Zudem steht in den meisten Branchen in diesem Jahr eine Tarifrunde an. Thorsten Servatius: „Im öffentlichen Dienst gibt es Verhandlungen für Bund und die Kommunen.“ Dabei hofft er auf einen ähnlichen Erfolg wie im vergangenen Jahr bei den Verhandlungen für die Landesbeschäftigten. Im Bereich Handel sieht er auch weiterhin Konfliktpotenzial.

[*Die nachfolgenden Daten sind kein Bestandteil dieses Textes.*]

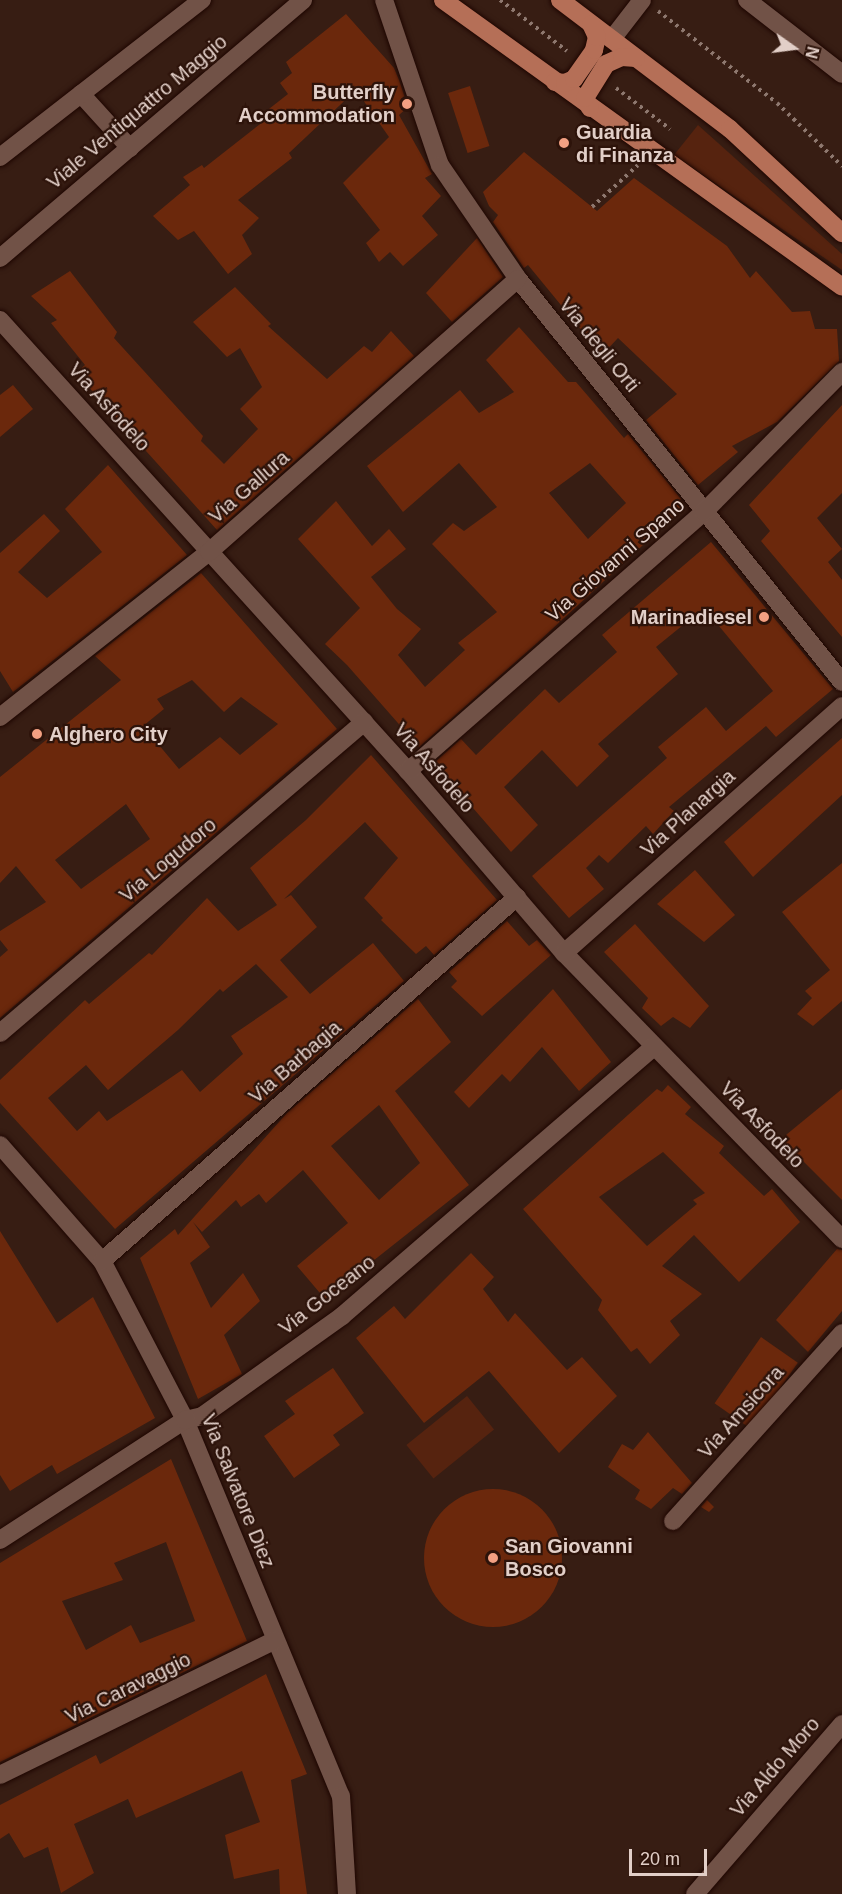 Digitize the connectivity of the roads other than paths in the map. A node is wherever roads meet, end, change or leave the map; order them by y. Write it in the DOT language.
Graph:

Dies sieht auch der GEW-Bezirksvorsitzende für Trier, Christian Gerteis. Er bestätigt zwar, das Lehrerstellen besetzt wurden, „doch nicht immer dort, wo sie gebraucht werden“. Vor allem aber fehle es an Vertretungslehrkräften. Mit Spannung sieht seine Kollegin, Sina Fabian, auf die Umsetzung des Kita-Zukunftsgesetzes. „Erst dabei werden wir sehen, was das für die Region bedeutet.“

Der DGB wird in diesem Jahr weitere Schwerpunkte angehen: Mit dem Thema Rente steht dabei eine Dauerbaustelle auf der Agenda. Gesellschaftlich zeigt die Gewerkschaft klare Kante. James Marsh: „Unter der DGB-Initiative ,Vergiss nie, dass hier ein Mensch arbeitet’, stellen wir uns hinter Polizisten, Rettungskräfte oder die Menschen in Verwaltungen, die für uns jederzeit da sind.“ Wie erforderlich hier ein Einschreiten sei, zeigten diese Zahlen: 79 164 Polizistinnen und Polizisten wurden 2018 Opfer einer Gewalttat und es gab 2624 Übergriffe auf Personal der Bahn im Jahr 2018. Mit einer Plakataktion will der DGB gegen solche Auswüchse vorgehen und die Gesellschaft weiter sensibilisieren.

Das gilt auch für eine vom DGB organisierte Veranstaltung. Marsh lädt für das Konzert „Aufmucken gegen Rechts“ am 20. März in die Tufa Trier ein. Regionale Bands spielen im Großen Saal ab 19 Uhr.